The jam-packed tour includes access to the 3D CAVEkiosk, which offers virtual reality visits to archaeological and at-risk cultural sites around the world; a musical recital featuring the library's toy piano collection; and a chance to play with Theremins—an eerie-sounding early electronic instruments.
For Obscura Day, the Johnson Victrola Museum in Dover, DE has organized a special tour of its collection of phonographs, "talking machines," memorabilia, and recordings celebrating E.R. Johnson, the founder of the Victrola Talking Machine Company. The museum also honors Nipper, the real dog who served as the model for "His Master's Voice," a painting depicting a dog listening to a gramophone who went on to become an iconic brand image.
In Butte County, ID, the Experimental Breeder Reactor-I, which back in 1951 was the first power plant to produce electricity using atomic energy, is now a national historic landmark and a museum. In advance of its traditional Memorial Day season opener, the museum will offer special Obscura Day guided and self-guided tours of the on-site nuclear reactor, the reactor control room, radiation detection equipment, and more.
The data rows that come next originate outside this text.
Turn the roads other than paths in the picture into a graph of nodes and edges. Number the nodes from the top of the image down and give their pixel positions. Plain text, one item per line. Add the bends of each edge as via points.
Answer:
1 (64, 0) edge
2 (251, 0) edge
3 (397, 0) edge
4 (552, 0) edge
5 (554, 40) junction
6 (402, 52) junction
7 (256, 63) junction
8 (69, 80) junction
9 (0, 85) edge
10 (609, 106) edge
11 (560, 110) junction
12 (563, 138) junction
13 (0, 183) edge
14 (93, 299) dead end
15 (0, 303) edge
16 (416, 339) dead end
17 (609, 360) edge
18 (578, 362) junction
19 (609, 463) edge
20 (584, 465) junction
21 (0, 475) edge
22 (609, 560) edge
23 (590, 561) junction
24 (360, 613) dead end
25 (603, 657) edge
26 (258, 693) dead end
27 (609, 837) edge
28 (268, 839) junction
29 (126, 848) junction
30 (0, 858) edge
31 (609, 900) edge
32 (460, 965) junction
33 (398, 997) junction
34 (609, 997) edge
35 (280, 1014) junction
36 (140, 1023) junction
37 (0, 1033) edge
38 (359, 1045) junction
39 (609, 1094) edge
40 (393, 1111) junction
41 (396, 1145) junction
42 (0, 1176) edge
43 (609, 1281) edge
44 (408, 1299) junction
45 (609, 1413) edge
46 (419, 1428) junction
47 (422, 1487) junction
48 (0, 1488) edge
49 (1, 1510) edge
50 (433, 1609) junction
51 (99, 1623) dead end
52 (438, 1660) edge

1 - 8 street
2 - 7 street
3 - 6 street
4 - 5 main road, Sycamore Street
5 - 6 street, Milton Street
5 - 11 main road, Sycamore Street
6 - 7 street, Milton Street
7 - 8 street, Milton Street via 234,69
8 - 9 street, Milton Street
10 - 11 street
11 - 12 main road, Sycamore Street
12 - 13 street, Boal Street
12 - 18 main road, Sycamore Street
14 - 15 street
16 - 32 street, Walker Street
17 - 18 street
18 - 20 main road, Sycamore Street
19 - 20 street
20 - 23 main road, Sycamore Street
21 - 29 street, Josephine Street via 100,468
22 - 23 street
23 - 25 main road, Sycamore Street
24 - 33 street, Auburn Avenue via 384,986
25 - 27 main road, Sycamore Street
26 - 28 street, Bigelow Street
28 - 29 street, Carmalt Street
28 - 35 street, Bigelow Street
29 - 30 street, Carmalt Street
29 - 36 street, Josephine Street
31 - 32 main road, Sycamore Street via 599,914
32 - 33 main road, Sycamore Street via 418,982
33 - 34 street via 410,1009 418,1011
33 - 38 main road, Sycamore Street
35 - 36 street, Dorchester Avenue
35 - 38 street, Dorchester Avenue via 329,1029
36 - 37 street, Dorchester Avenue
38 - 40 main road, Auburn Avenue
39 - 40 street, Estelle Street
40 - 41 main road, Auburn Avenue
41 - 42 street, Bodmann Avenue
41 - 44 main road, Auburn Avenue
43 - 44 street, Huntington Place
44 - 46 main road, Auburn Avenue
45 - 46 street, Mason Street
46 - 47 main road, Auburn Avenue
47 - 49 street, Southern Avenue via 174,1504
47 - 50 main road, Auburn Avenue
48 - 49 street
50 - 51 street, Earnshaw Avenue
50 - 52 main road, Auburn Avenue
Puzzle fans will have a chance to learn about the Slocum Mechanical Puzzle Collection at the Lilly Library in Bloomington, IN with the Curator of Puzzles as their guide. The collection includes 4,000 puzzle-related books, and over 30,000 hand-held objects that must be manipulated to 'solve' or achieve a certain goal. On Obscura Day, the puzzle curator will share the history of the collection, lead visitors through the exhibit 400-puzzle exhibit and may offer clues to help solve some of the puzzles.
Guides tours will be offered at Pasaquan, a restored 7-acre visionary art environment in Buena Vista, GA that features the work of self-taught artist Eddie Owens Martin, who went by the name of St. EOM (pronounced 'ohm'). On the National Register of Historic Places, Pasaquan's treasures include six major structures, more than 900 feet of masonry fence, painted totems, sculptures and more—all bearing artwork St. EOM created over 30 years. The artist took his own life in 1986.
In Brooklyn, NY, Ryan Matthew Cohn will lead Obscura Day visitors through his cocktail bar set inside the House of Wax, which is filled with more than 100 anatomical models he salvaged from a 19th-century German wax museum.
"Fetal abnormalities, body modification, genital disease… We'll go section by section and talk about what's significant about certain pieces," said Cohn. "And then everyone will have a cocktail and sit down."
Self-taught topiary artist Pearl Fryer will be welcoming visitors to the 3-acre garden in Bishopville, SC he began working on in the early 1980s.
It is now a wonderland filled with more than 300 plants and trees that have been transformed into abstract and whimsical-shapes that are now topiary treasures.